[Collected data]
--------------------------------------------------

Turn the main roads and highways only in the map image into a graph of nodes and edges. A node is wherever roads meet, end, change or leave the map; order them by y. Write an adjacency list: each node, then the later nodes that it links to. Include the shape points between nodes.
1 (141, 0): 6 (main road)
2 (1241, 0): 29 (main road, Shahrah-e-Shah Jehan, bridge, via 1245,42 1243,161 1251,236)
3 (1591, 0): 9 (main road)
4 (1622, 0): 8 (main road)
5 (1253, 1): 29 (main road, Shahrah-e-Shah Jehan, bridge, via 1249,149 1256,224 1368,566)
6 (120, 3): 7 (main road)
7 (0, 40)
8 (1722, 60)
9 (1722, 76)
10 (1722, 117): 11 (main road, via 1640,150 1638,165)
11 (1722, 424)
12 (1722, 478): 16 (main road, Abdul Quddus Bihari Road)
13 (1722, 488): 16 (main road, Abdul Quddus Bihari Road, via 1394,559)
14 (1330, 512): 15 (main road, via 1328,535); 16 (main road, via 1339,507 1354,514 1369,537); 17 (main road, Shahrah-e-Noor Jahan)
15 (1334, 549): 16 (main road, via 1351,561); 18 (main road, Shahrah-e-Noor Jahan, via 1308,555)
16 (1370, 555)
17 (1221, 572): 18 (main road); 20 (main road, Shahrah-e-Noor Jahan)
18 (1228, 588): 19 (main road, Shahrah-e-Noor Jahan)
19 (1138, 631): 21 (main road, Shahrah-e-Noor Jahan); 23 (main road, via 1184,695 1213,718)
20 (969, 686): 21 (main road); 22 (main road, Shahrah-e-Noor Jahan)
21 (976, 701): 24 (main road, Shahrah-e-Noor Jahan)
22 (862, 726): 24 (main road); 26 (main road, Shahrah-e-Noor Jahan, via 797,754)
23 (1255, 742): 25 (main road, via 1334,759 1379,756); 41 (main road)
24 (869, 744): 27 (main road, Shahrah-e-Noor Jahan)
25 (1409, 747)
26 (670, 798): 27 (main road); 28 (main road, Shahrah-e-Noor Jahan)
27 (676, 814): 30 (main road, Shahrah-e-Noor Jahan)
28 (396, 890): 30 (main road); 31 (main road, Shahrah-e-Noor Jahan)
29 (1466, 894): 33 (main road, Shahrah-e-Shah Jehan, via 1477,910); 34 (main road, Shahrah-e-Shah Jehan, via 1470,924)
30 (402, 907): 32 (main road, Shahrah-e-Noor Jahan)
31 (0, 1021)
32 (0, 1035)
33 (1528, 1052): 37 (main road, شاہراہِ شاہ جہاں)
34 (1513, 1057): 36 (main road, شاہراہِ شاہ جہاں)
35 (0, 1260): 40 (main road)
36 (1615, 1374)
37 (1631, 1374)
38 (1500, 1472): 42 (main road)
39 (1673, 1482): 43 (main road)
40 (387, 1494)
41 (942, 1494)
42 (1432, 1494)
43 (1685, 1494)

--------------------------------------------------

◆ **TASK GOAL**
Down to the last character, restate every record.

◆ **SOLUTION TO THE PROBLEM**
Turn the main roads and highways only in the map image into a graph of nodes and edges. A node is wherever roads meet, end, change or leave the map; order them by y. Write an adjacency list: each node, then the later nodes that it links to. Include the shape points between nodes.
1 (141, 0): 6 (main road)
2 (1241, 0): 29 (main road, Shahrah-e-Shah Jehan, bridge, via 1245,42 1243,161 1251,236)
3 (1591, 0): 9 (main road)
4 (1622, 0): 8 (main road)
5 (1253, 1): 29 (main road, Shahrah-e-Shah Jehan, bridge, via 1249,149 1256,224 1368,566)
6 (120, 3): 7 (main road)
7 (0, 40)
8 (1722, 60)
9 (1722, 76)
10 (1722, 117): 11 (main road, via 1640,150 1638,165)
11 (1722, 424)
12 (1722, 478): 16 (main road, Abdul Quddus Bihari Road)
13 (1722, 488): 16 (main road, Abdul Quddus Bihari Road, via 1394,559)
14 (1330, 512): 15 (main road, via 1328,535); 16 (main road, via 1339,507 1354,514 1369,537); 17 (main road, Shahrah-e-Noor Jahan)
15 (1334, 549): 16 (main road, via 1351,561); 18 (main road, Shahrah-e-Noor Jahan, via 1308,555)
16 (1370, 555)
17 (1221, 572): 18 (main road); 20 (main road, Shahrah-e-Noor Jahan)
18 (1228, 588): 19 (main road, Shahrah-e-Noor Jahan)
19 (1138, 631): 21 (main road, Shahrah-e-Noor Jahan); 23 (main road, via 1184,695 1213,718)
20 (969, 686): 21 (main road); 22 (main road, Shahrah-e-Noor Jahan)
21 (976, 701): 24 (main road, Shahrah-e-Noor Jahan)
22 (862, 726): 24 (main road); 26 (main road, Shahrah-e-Noor Jahan, via 797,754)
23 (1255, 742): 25 (main road, via 1334,759 1379,756); 41 (main road)
24 (869, 744): 27 (main road, Shahrah-e-Noor Jahan)
25 (1409, 747)
26 (670, 798): 27 (main road); 28 (main road, Shahrah-e-Noor Jahan)
27 (676, 814): 30 (main road, Shahrah-e-Noor Jahan)
28 (396, 890): 30 (main road); 31 (main road, Shahrah-e-Noor Jahan)
29 (1466, 894): 33 (main road, Shahrah-e-Shah Jehan, via 1477,910); 34 (main road, Shahrah-e-Shah Jehan, via 1470,924)
30 (402, 907): 32 (main road, Shahrah-e-Noor Jahan)
31 (0, 1021)
32 (0, 1035)
33 (1528, 1052): 37 (main road, شاہراہِ شاہ جہاں)
34 (1513, 1057): 36 (main road, شاہراہِ شاہ جہاں)
35 (0, 1260): 40 (main road)
36 (1615, 1374)
37 (1631, 1374)
38 (1500, 1472): 42 (main road)
39 (1673, 1482): 43 (main road)
40 (387, 1494)
41 (942, 1494)
42 (1432, 1494)
43 (1685, 1494)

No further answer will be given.